Anche i cristiani sono “stirpe eletta” (1 Pt 2,9). “Noi ben sappiamo, fratelli amati da Dio – dichiara Paolo ai tessalonicesi – che siete stati eletti da lui” (1 Ts 1,4).

Se il Signore – come afferma Pietro – “non fa preferenze di persone” (At 10,34), che senso ha parlare di elezione?

Le scelte di Dio non seguono i criteri degli uomini: non presuppongono alcun merito, sono dettate da amore gratuito. Egli si è legato a Israele, non perché fosse il più numeroso dei popoli – era anzi il più piccolo – ma semplicemente per amore (Dt 7,5-8).
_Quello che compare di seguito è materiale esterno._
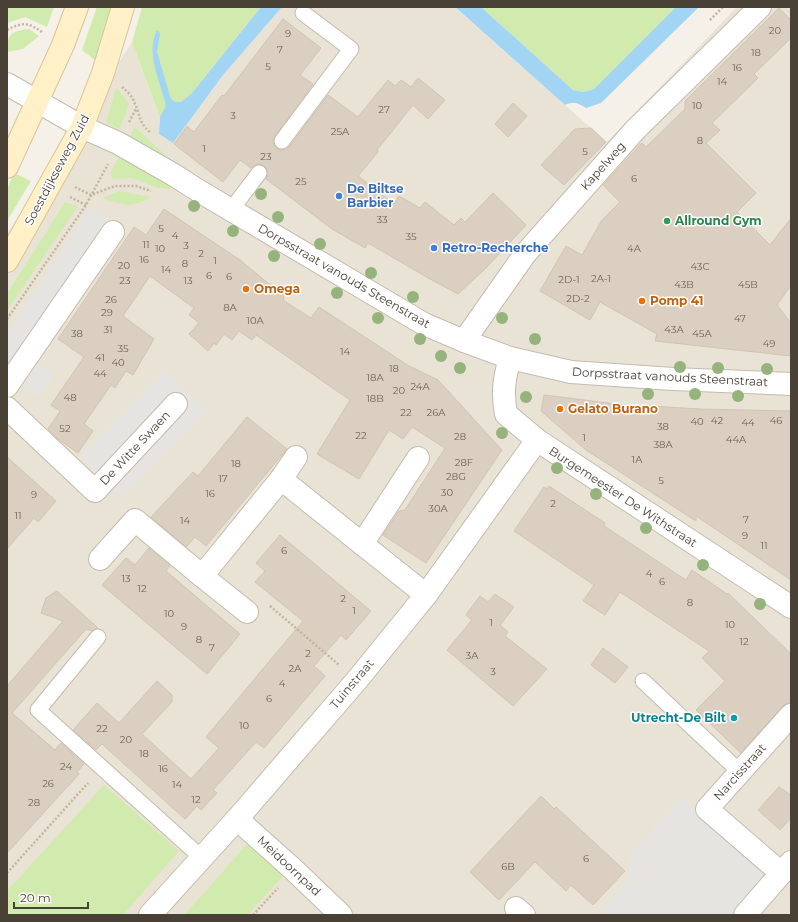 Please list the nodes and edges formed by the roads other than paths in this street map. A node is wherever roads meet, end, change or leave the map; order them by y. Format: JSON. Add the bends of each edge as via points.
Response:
{"nodes":[{"id":1,"x":77,"y":7,"type":"edge"},
{"id":2,"x":123,"y":7,"type":"edge"},
{"id":3,"x":760,"y":7,"type":"edge"},
{"id":4,"x":303,"y":13,"type":"dead end"},
{"id":5,"x":7,"y":84,"type":"edge"},
{"id":6,"x":38,"y":101,"type":"junction"},
{"id":7,"x":82,"y":127,"type":"junction"},
{"id":8,"x":282,"y":141,"type":"dead end"},
{"id":9,"x":7,"y":167,"type":"edge"},
{"id":10,"x":259,"y":173,"type":"dead end"},
{"id":11,"x":231,"y":210,"type":"junction"},
{"id":12,"x":113,"y":232,"type":"dead end"},
{"id":13,"x":7,"y":261,"type":"edge"},
{"id":14,"x":464,"y":341,"type":"junction"},
{"id":15,"x":510,"y":358,"type":"junction"},
{"id":16,"x":791,"y":384,"type":"edge"},
{"id":17,"x":7,"y":386,"type":"edge"},
{"id":18,"x":176,"y":404,"type":"dead end"},
{"id":19,"x":7,"y":408,"type":"edge"},
{"id":20,"x":537,"y":440,"type":"junction"},
{"id":21,"x":296,"y":457,"type":"dead end"},
{"id":22,"x":418,"y":458,"type":"dead end"},
{"id":23,"x":281,"y":480,"type":"junction"},
{"id":24,"x":362,"y":544,"type":"junction"},
{"id":25,"x":100,"y":559,"type":"dead end"},
{"id":26,"x":202,"y":576,"type":"junction"},
{"id":27,"x":426,"y":595,"type":"junction"},
{"id":28,"x":791,"y":607,"type":"edge"},
{"id":29,"x":247,"y":612,"type":"road end"},
{"id":30,"x":98,"y":637,"type":"dead end"},
{"id":31,"x":643,"y":681,"type":"dead end"},
{"id":32,"x":791,"y":715,"type":"edge"},
{"id":33,"x":740,"y":772,"type":"junction"},
{"id":34,"x":237,"y":819,"type":"junction"},
{"id":35,"x":202,"y":858,"type":"junction"},
{"id":36,"x":786,"y":868,"type":"edge"},
{"id":37,"x":150,"y":915,"type":"edge"},
{"id":38,"x":341,"y":915,"type":"edge"},
{"id":39,"x":745,"y":915,"type":"edge"}],
"edges":[{"from":1,"to":6,"type":"main road"},
{"from":2,"to":7,"type":"main road","name":"Soestdijkseweg Zuid","via":[[103,73]]},
{"from":3,"to":14,"type":"street","name":"Kapelweg","via":[[635,130],[530,248]]},
{"from":4,"to":8,"type":"lane","via":[[351,49]]},
{"from":5,"to":6,"type":"street","name":"Dorpsstraat vanouds Steenstraat"},
{"from":6,"to":7,"type":"street","name":"Dorpsstraat vanouds Steenstraat"},
{"from":6,"to":9,"type":"main road"},
{"from":7,"to":11,"type":"street","name":"Dorpsstraat vanouds Steenstraat","via":[[118,143],[174,174]]},
{"from":7,"to":13,"type":"main road","name":"Soestdijkseweg Zuid"},
{"from":10,"to":11,"type":"lane"},
{"from":11,"to":14,"type":"street","name":"Dorpsstraat vanouds Steenstraat","via":[[424,324]]},
{"from":12,"to":17,"type":"street"},
{"from":14,"to":15,"type":"street","name":"Dorpsstraat vanouds Steenstraat"},
{"from":15,"to":16,"type":"street","name":"Dorpsstraat vanouds Steenstraat","via":[[571,372]]},
{"from":15,"to":20,"type":"street","name":"Burgemeester De Withstraat","via":[[503,396],[506,414]]},
{"from":18,"to":19,"type":"street","name":"De Witte Swaen","via":[[95,491]]},
{"from":20,"to":27,"type":"street","name":"Tuinstraat"},
{"from":20,"to":28,"type":"street","name":"Burgemeester De Withstraat"},
{"from":21,"to":23,"type":"street"},
{"from":22,"to":24,"type":"street"},
{"from":23,"to":24,"type":"street"},
{"from":23,"to":26,"type":"street"},
{"from":24,"to":27,"type":"street"},
{"from":25,"to":26,"type":"street","via":[[135,520]]},
{"from":26,"to":29,"type":"street"},
{"from":27,"to":34,"type":"street","name":"Tuinstraat","via":[[357,680]]},
{"from":30,"to":35,"type":"lane","via":[[38,710]]},
{"from":31,"to":33,"type":"lane"},
{"from":32,"to":33,"type":"street","name":"Narcisstraat"},
{"from":33,"to":36,"type":"street","name":"Narcisstraat","via":[[707,810]]},
{"from":34,"to":35,"type":"street","name":"Tuinstraat"},
{"from":34,"to":38,"type":"street","name":"Meidoornpad"},
{"from":35,"to":37,"type":"street","name":"Tuinstraat"},
{"from":36,"to":39,"type":"street"}]}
Ai cristiani delle sue comunità Giacomo richiama il comportamento di Dio: “Egli non ha forse scelto i poveri nel mondo, per farli ricchi con la fede ed eredi del regno?” (Gc 2,5).

Quando chiama un uomo, quando sceglie un popolo, lo fa per affidare loro un compito, una missione, per farli portatori delle sue benedizioni destinate a tutti.
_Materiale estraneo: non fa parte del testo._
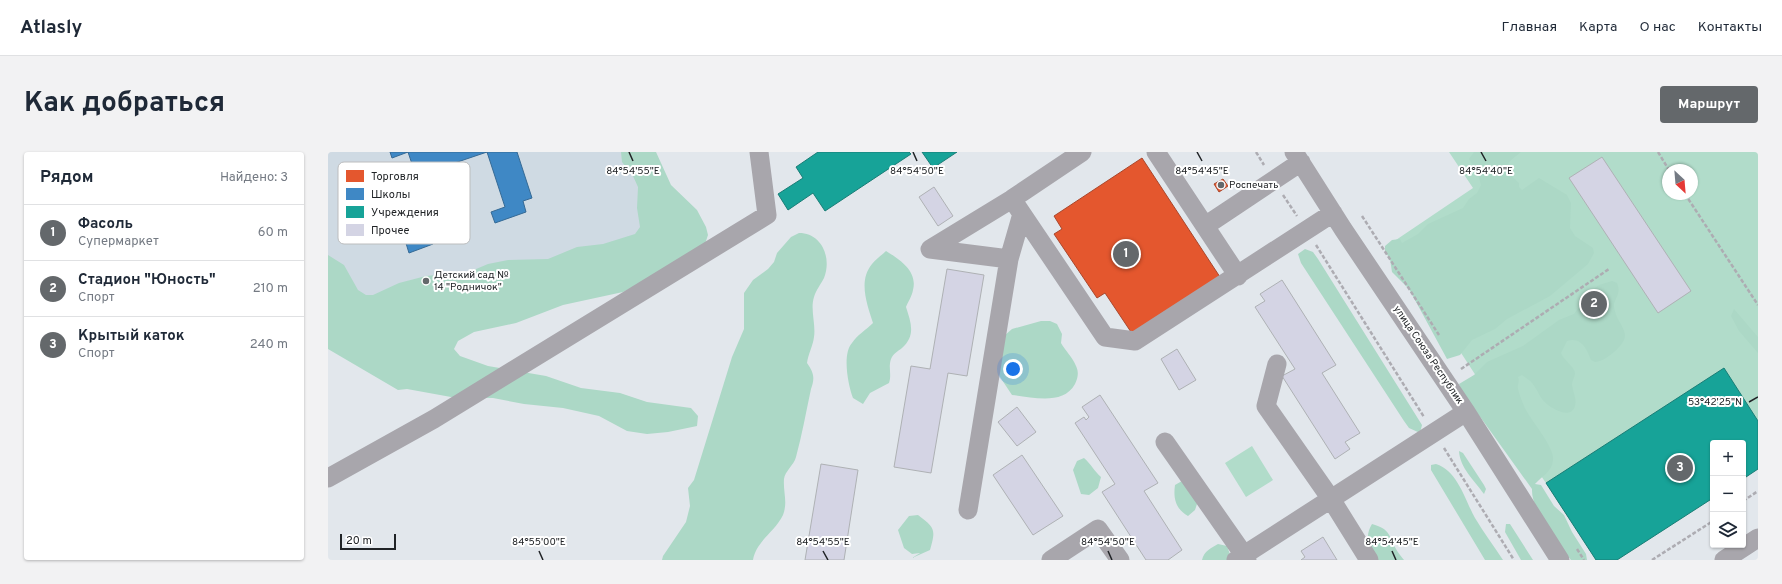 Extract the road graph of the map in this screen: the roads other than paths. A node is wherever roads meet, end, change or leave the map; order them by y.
1 (760, 152) edge
2 (1082, 152) edge
3 (1156, 152) edge
4 (1298, 157) edge
5 (1012, 199) junction
6 (1333, 213) junction
7 (1022, 214) junction
8 (1205, 226) junction
9 (1009, 259) junction
10 (1238, 276) junction
11 (1277, 364) dead end
12 (1466, 412) junction
13 (1165, 442) dead end
14 (328, 478) edge
15 (1331, 499) junction
16 (968, 510) dead end
17 (1758, 538) edge
18 (1242, 558) edge
19 (1051, 560) edge
20 (1120, 560) edge
21 (1369, 560) edge
22 (1560, 560) edge
23 (1724, 560) edge

1 - 14 street
2 - 5 street
3 - 8 street
4 - 6 street, улица Союза Республик
4 - 8 street
5 - 7 street
5 - 9 street
6 - 10 street
6 - 12 street, улица Союза Республик
7 - 9 street
7 - 10 street
8 - 10 street
9 - 16 street
11 - 15 street
12 - 15 street
12 - 22 street, улица Союза Республик
13 - 18 street
15 - 18 street
15 - 21 street
17 - 23 street
19 - 20 street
Così Abramo deve diventare “una benedizione per tutte le famiglie della terra”; Israele, il servo del Signore, è incaricato di “portare il diritto alle nazioni” (Is 42,1); Paolo è “uno strumento eletto per portare il nome di Cristo davanti ai popoli, ai re e ai figli d’Israele” (At 9,15).

Le vocazioni di Dio non conferiscono alcun privilegio, non offrono alcun motivo per sentirsi superiori o migliori degli altri, sono una richiesta di disponibilità al servizio, a divenire mediatori di salvezza.
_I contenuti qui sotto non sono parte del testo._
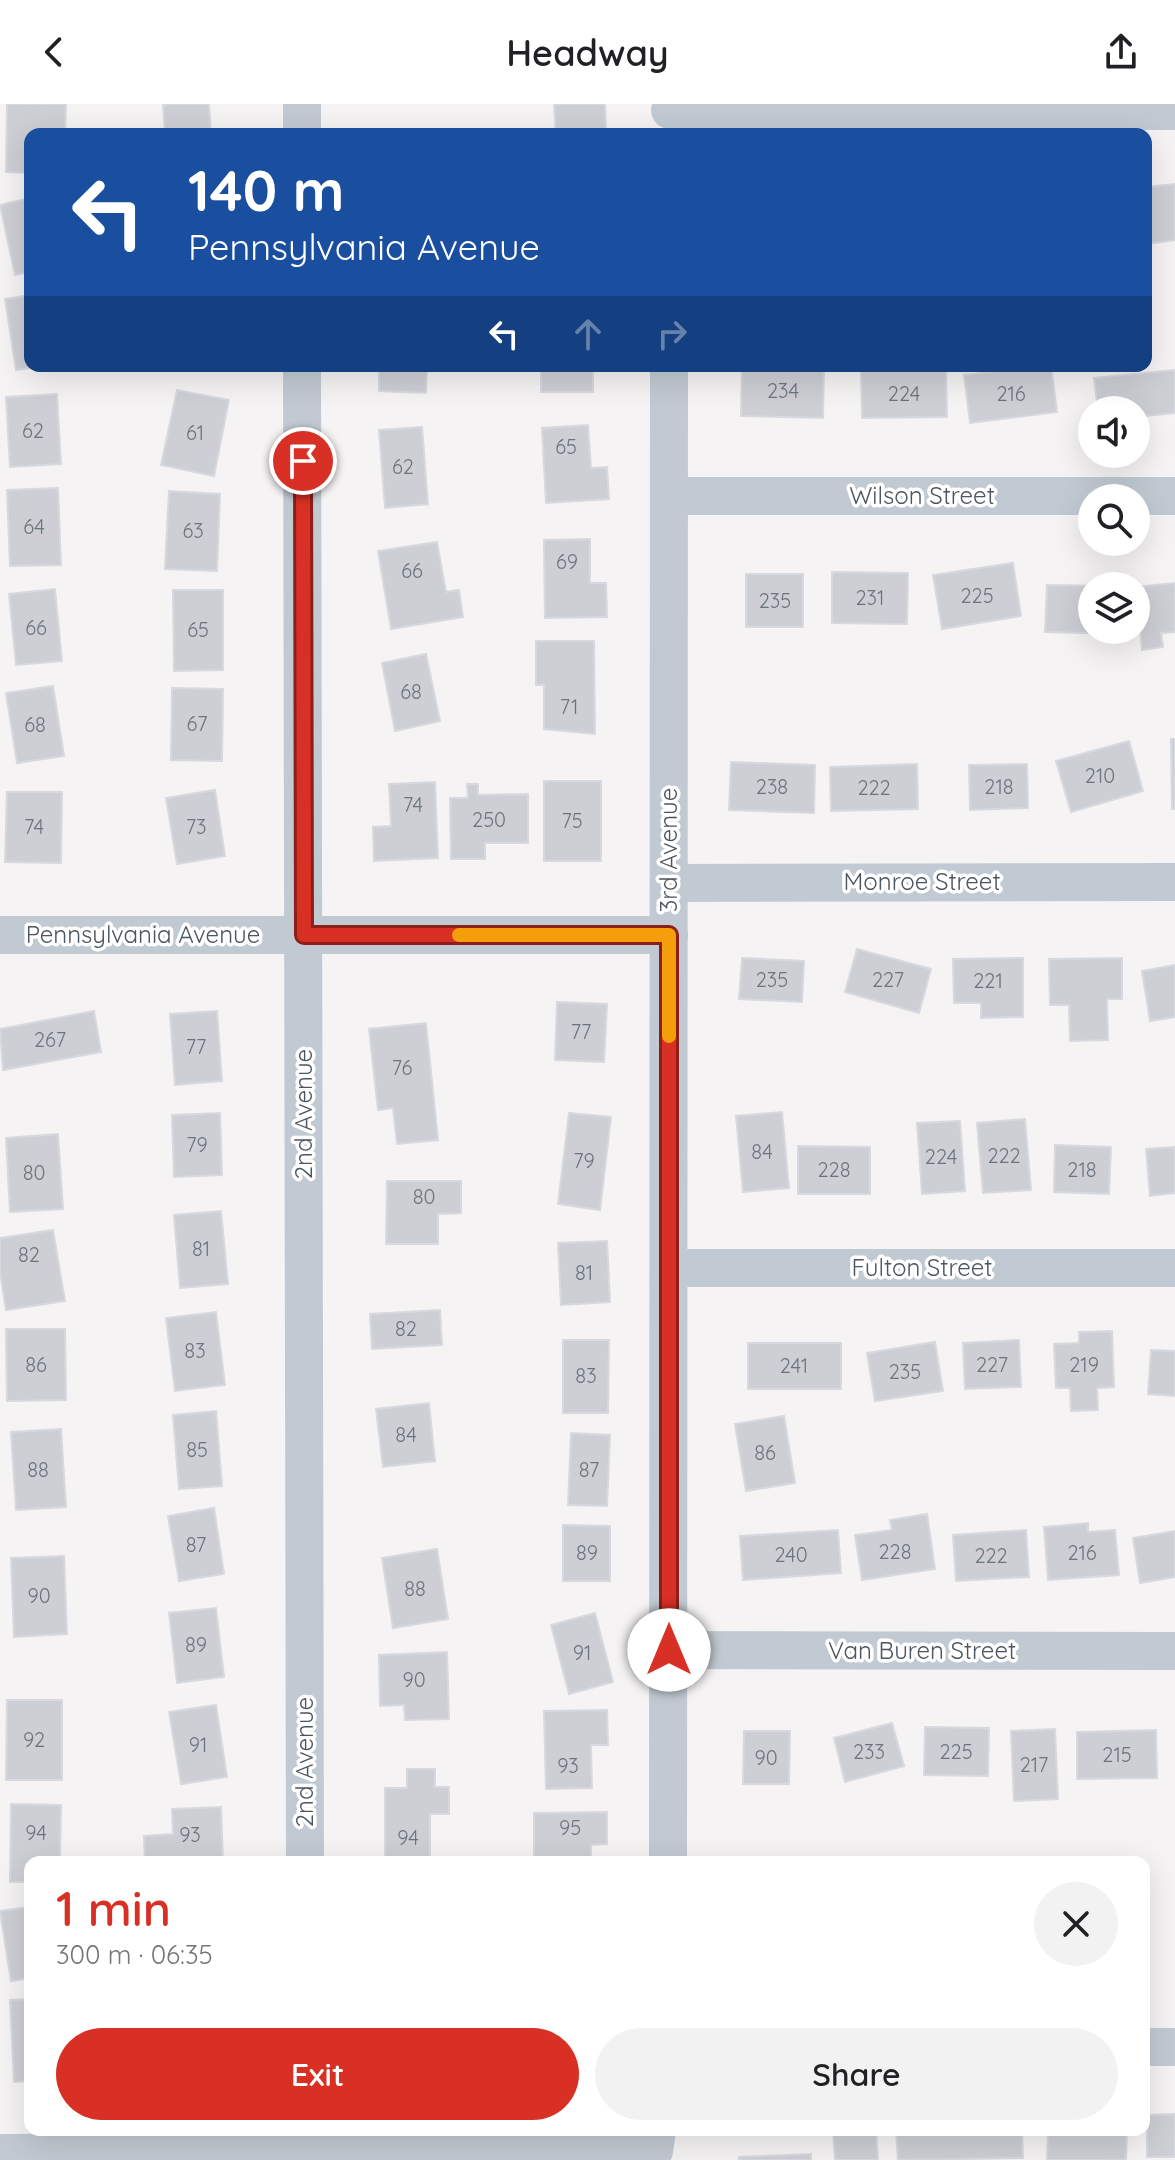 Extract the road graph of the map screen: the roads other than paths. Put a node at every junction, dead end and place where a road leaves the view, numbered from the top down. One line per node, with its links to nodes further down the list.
1 (302, 104): 4 (street)
2 (1175, 111): 3 (street)
3 (670, 116)
4 (302, 128)
5 (302, 372): 12 (street, 2nd Avenue)
6 (669, 372): 7 (street, 3rd Avenue)
7 (669, 496): 8 (street, Wilson Street); 10 (street, 3rd Avenue)
8 (1175, 496)
9 (1175, 882): 10 (street, Monroe Street)
10 (669, 883): 13 (street, 3rd Avenue)
11 (0, 935): 12 (street, Pennsylvania Avenue)
12 (304, 935): 13 (street, Pennsylvania Avenue); 18 (street, 2nd Avenue)
13 (669, 935): 14 (street, 3rd Avenue)
14 (669, 1268): 15 (street, Fulton Street); 16 (street, 3rd Avenue)
15 (1175, 1268)
16 (669, 1650): 17 (street, Van Buren Street); 19 (street, 3rd Avenue)
17 (1175, 1651)
18 (305, 1856)
19 (668, 1856)
20 (1150, 2047): 21 (street)
21 (1175, 2047)
22 (656, 2136): 23 (street)
23 (306, 2147): 24 (street)
24 (0, 2153)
Per interiorizzare il messaggio, ripeteremo:
“Facci comprendere, Signore, quanto è grande e impegnativa la missione alla quale ci hai chiamato”

Prima Lettura (Gn 12,1-4)

1 Il Signore disse ad Abram:
“Vàttene dal tuo paese, dalla tua patria e dalla casa di tuo padre,
verso il paese che io ti indicherò.
2 Farò di te un grande popolo e ti benedirò,
renderò grande il tuo nome e diventerai una benedizione.
3 Benedirò coloro che ti benediranno
e coloro che ti malediranno maledirò
e in te si diranno benedette tutte le famiglie della terra”.
4 Allora Abram partì, come gli aveva ordinato il Signore, e con lui partì Lot. Abram aveva settantacinque anni quando lasciò Carran.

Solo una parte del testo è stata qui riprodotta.